Amazing Mazes

If you like giant puzzles, you'll love being told to 'get lost'

Have you ever been driving in a faraway city with your parents, and one of them suddenly says, "Uh-oh. I think we're lost." Maybe your dad starts to turn the car right, but your mom yells, "No, no, no! Left! Go left!"

And then you get even more lost? (And your dad gets really grumpy?)

You might not believe this, but one time I was lost for two hours! I wasn't in a car. I was hiking through a giant field of corn out in the country. And it was totally fun!

A farmer who owns a cornfield in Sterling, Mass., decided to make a cool game for all the people who come to visit his farm. He wanted them to have fun getting lost. So he made a maze.

A field maze is a giant puzzle you walk through. Farmer Larry Davis made the maze by cutting long, winding paths through the corn. To solve the puzzle, you have to walk along the paths until you find the middle of the field. The Davis family calls it a "megamaze," because it has more than two miles of paths.

It sure isn't easy to solve this maze. The paths are crazy! They go every which way, curving and bending, back and forth, like a big pile of spaghetti. If you were to get in an airplane and fly over the maze, you might see the shapes of two dragons, Cedric and Cecelia, playing together. (See photo.)

But from the ground, "it's just you, the crop, and the sky," Farmer Davis says. When my daughter and I visited, the corn had grown 10 feet high - taller than the ceiling in our house. We couldn't tell where we were going. It was fun getting lost - and a little scary, too. But we heard "Star Wars" music playing from some speakers, and that made us feel brave.

Farmer Davis says this maze is so tricky, even really smart grown-ups have trouble solving it. It's taken some people four hours. The fastest time, he says, was an hour and a half.

YOU can get help along the way. At the entrance, a worker gave us a 10-foot pole with a red flag at the end. If you get desperate, he said, wave your flag high in the air.

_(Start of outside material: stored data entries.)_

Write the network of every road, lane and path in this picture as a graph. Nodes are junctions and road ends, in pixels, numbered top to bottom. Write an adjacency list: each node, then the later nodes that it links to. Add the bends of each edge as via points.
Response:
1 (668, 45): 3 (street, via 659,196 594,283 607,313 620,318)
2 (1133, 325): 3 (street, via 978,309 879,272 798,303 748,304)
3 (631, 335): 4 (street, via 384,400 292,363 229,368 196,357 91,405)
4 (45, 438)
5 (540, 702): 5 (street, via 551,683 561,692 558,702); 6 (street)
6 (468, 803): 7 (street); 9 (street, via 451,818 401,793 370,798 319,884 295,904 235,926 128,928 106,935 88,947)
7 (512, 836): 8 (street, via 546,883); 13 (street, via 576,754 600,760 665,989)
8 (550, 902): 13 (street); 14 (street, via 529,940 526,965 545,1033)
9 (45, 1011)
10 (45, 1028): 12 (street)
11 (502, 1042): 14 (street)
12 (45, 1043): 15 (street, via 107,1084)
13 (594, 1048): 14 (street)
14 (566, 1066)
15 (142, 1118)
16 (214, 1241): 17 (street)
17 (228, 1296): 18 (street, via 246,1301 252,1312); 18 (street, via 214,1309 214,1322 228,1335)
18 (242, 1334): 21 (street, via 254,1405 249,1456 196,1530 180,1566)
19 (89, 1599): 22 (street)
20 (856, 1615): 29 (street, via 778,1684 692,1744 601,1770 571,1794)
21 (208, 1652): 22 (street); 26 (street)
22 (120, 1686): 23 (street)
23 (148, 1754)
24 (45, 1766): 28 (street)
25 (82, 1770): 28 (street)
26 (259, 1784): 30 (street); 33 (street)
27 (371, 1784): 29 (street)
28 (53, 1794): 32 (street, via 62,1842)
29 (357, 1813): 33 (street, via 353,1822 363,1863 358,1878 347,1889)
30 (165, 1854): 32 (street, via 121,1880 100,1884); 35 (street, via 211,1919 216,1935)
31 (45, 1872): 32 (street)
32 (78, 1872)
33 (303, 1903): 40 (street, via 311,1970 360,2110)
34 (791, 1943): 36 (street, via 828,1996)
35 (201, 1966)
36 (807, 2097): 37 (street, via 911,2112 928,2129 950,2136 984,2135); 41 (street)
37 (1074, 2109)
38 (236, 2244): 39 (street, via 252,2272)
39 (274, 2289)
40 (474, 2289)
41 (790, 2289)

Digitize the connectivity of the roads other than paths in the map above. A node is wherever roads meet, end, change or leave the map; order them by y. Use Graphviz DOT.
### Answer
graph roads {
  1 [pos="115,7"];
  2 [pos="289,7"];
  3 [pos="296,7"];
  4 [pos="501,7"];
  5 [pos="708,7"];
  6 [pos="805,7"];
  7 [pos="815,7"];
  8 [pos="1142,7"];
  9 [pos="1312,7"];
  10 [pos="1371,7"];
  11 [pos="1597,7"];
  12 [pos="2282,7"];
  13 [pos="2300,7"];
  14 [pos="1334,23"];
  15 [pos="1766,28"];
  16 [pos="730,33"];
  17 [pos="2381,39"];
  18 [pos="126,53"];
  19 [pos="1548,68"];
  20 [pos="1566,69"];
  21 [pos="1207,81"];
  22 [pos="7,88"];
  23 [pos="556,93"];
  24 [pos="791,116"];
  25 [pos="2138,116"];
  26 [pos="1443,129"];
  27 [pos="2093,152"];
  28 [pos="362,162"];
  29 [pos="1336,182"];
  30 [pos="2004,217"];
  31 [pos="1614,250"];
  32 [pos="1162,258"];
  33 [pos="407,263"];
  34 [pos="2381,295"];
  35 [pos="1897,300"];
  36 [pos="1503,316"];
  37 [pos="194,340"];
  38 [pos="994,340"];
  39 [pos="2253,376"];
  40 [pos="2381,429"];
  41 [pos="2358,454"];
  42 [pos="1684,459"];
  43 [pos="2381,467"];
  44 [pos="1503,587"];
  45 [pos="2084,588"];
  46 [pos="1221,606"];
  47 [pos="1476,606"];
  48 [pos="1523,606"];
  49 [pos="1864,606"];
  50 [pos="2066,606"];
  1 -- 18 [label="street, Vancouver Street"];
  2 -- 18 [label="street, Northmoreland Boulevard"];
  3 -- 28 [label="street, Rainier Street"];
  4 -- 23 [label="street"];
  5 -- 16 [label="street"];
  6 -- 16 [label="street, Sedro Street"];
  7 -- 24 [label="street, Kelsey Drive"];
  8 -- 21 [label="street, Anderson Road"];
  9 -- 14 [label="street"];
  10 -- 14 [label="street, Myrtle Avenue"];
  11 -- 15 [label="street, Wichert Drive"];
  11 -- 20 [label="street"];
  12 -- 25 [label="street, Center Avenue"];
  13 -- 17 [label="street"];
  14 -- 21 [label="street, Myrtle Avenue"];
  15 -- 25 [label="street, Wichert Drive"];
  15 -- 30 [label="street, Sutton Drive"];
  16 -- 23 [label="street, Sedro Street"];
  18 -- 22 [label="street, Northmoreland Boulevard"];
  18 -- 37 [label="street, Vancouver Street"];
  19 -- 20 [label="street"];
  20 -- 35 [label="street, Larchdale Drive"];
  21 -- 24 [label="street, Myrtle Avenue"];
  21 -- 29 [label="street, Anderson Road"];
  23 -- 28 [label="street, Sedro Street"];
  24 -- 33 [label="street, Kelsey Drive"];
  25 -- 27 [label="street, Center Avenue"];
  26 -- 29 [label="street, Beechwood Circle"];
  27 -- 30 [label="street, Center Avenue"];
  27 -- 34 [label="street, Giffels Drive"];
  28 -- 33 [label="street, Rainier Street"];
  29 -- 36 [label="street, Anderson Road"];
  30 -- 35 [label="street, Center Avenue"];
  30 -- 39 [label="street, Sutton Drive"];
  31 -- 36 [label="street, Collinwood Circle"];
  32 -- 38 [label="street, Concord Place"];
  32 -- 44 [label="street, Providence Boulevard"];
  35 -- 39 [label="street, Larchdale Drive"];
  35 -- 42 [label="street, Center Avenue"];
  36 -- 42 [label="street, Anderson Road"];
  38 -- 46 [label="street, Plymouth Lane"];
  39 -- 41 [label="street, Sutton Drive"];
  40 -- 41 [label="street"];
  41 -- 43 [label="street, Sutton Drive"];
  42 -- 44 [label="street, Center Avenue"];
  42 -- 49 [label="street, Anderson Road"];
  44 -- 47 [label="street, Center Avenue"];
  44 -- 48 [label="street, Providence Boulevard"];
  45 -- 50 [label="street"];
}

The "maze masters" will see it. They are the people standing on tall lookout bridges. They can give you directions.

"Keep going! Turn left, then two rights, then left again!" we heard one maze master yell to someone.

You can also get help by speaking into long plastic pipes. The pipe connects you to a maze master.

One young man and woman we passed looked awfully tired. "Help! We need help-help-help!" they yelled into the pipe. Their voices made a funny echo down the tube, like they were talking under water.

One neat thing about this kind of maze is that there aren't any rules. Kids and grown-ups can both decide which way to go, and anyone's guess could be right.

At one point, we got stuck in a loop. We kept passing by the same trash can over and over.

"This way!" said my daughter. "No! This way!" I said. We were both wrong.

After a while, I realized we needed to do a better job remembering where we'd just been. In mazes, you often hit a lot of walls, or dead ends. And then you have to go back. It helps to remember which way you came, go back carefully, and then pick a new path. It's called "retracing your steps." Like Hansel and Gretel, maybe we should have dropped bread crumbs behind us. (No, that would have been cheating.)

Pretty soon, the path looked different. "Hey! We've never been this way!" I said. And before we knew it, we had found a bridge. It was exciting to climb up high over the waving corn tassels and see the whole field. I couldn't believe we were way over on the other side.

Farmer Davis was on this bridge, helping people. So we asked him to give us some hints. "Take two rights, then stay to the left. You'll be in the dragon's eye. Then you should be able to find the center of the maze on your own."

I gulped. I wasn't sure I believed him.

But he was right! We finally found the path that led to the big square patch of grass in the middle of the maze. Hooray! The center! We both were jumping up and down. (Most everyone yells and jumps around a bit when they find the middle. Except maybe those who are just too tired and thirsty.) We felt great - like real maze detectives. An "exit" sign led us to the "victory bridge," and boom, we were out.

I was glad we didn't have to go back the way we came!